Our Creative Writing lecture ended for the day and we left the college.
“He is the master of the writing craft. If you can get to his heights you’ve made it.”, my girlfriend Lucy waffled on.
“I prefer a bit of Oscar meself.”, I replied,
“At least I’m sure he wrote his works.”
“No Karen, there is more to suggest William Shakesphere did then that he didn’t. Scholars say that all came from snobbish attitudes.”

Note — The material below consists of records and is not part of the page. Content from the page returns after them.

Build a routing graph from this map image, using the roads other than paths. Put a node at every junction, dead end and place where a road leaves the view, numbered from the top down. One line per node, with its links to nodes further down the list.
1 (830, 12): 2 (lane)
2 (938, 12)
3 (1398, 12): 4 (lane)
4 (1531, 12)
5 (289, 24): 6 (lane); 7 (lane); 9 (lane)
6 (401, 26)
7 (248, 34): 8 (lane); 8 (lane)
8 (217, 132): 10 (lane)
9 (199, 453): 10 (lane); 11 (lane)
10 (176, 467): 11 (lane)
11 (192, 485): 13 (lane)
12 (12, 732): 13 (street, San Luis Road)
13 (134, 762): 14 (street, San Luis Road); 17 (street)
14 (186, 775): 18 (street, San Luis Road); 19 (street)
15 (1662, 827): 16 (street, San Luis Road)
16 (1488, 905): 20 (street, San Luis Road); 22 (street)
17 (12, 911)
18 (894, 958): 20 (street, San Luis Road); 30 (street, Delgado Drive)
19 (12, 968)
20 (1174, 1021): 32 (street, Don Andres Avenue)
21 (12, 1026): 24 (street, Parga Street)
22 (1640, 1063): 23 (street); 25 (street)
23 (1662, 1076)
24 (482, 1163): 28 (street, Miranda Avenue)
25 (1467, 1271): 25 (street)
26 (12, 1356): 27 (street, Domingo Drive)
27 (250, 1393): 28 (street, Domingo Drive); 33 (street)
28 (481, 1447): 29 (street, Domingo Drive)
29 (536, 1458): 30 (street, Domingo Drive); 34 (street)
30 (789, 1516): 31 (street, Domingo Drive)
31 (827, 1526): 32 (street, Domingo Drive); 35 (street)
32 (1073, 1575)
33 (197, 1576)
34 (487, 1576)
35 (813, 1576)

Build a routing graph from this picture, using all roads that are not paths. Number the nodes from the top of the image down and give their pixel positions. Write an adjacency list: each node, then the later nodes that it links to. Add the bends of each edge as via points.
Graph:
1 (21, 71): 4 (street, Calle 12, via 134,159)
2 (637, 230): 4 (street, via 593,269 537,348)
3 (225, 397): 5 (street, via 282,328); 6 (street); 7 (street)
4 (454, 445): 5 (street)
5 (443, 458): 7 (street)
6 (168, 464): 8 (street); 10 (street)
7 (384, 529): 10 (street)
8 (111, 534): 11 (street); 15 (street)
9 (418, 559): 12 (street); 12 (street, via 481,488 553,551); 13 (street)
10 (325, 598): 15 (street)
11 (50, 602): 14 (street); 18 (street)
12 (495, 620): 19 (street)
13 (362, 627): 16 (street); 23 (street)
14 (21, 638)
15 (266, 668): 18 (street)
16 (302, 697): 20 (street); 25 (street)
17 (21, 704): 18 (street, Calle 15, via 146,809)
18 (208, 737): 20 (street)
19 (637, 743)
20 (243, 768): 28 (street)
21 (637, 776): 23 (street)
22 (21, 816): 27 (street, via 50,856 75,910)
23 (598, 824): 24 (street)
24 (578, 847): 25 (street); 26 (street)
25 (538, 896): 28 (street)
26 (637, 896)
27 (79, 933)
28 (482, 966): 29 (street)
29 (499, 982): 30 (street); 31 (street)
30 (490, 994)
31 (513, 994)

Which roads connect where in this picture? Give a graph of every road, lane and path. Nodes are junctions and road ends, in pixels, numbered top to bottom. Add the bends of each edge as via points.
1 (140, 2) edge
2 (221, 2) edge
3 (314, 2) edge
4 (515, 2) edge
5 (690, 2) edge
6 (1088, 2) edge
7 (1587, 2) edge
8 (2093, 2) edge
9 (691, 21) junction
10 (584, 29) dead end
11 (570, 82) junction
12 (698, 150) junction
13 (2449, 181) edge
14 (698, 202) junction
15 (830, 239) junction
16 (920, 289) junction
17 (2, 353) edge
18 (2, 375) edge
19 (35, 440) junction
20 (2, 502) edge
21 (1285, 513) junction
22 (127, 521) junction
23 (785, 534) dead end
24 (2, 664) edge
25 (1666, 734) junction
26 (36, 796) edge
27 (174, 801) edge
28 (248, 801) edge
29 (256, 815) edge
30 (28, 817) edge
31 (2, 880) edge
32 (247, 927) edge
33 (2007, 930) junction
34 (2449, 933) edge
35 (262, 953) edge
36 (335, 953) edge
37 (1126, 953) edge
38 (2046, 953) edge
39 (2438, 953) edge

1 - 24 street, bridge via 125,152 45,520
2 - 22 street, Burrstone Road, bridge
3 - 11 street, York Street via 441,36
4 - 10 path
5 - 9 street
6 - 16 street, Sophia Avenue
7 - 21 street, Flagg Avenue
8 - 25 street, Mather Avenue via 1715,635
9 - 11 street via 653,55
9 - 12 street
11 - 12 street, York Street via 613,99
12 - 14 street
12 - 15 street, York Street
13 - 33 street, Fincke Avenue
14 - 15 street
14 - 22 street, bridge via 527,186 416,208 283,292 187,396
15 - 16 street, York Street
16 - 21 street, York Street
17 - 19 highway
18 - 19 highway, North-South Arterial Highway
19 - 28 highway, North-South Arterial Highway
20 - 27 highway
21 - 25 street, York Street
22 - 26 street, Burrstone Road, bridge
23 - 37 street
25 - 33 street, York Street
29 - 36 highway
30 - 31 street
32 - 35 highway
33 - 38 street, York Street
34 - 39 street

“Yeah, because he was the son of a glovemaker, some people didn’t want to believe he had created some of the best and most lasting texts ever created.”
Suddenly been a working-class girl I was on Shakesphere’s side.
“That isn’t right. Why couldn’t someone from our background achieve all that?”
“Well maybe me, not you.”, Lucy laughed.
I tipped her in the arm gently.
“Get out of it you … Romeo & Juliet’s quite good I have to admit.”
“Bit obvious though.”
Oh yes, I forgot Lucy is of the abstract thinking. If it’s popular it surely can’t be good!
“I suppose.”
“Now The Tempest. That is brilliant. It goes deep beneath the surface of human behaviour and emotions.”
I just about stop myself from rolling my eyes. We’ve just come out of a class where Professor Murphy went on about the psychology of characters and my head is spinning.
“That’s the one on the island, right?”
“I read a childrens’ version of that once.”
“Well I read the actual one.”
That doesn’t surprise me.
“It’s the 400th anniversary of his death this year. The Royal Shakespeare Company is doing a tour of Midsummer Night’s Dream: A Play for the Nation.”
“I heard there’s a lot going on Luce.”
“Yeah, the BBC adaptation of A Midsummer Night’s Dream is coming up too. Russell T Davis adapted the play for the screen.”
Doctor Who and Queer As Folk, now I was more interested.
“Cool. I must take a look at that. Get a takeaway and a few tinnys in.”
I see Lucy smile as she rolls her eyes. I know what she’s thinking: too common for a Shakesphere adaptation. But she’s missing the point. Shakesphere is for all, not just the elite and the abstract. Of course I don’t say this. She wouldn’t listen to me anyway. So instead we go to catch our bus home while talking about Macbeth and debate whether there is a justification for Lady MacBeth’s actions. In short I don’t think there is but Lucy thinks there is “underlying factors” to consider. Jeez, she is complex but that’s why I love her. And I think she loves me too because I amn’t complex.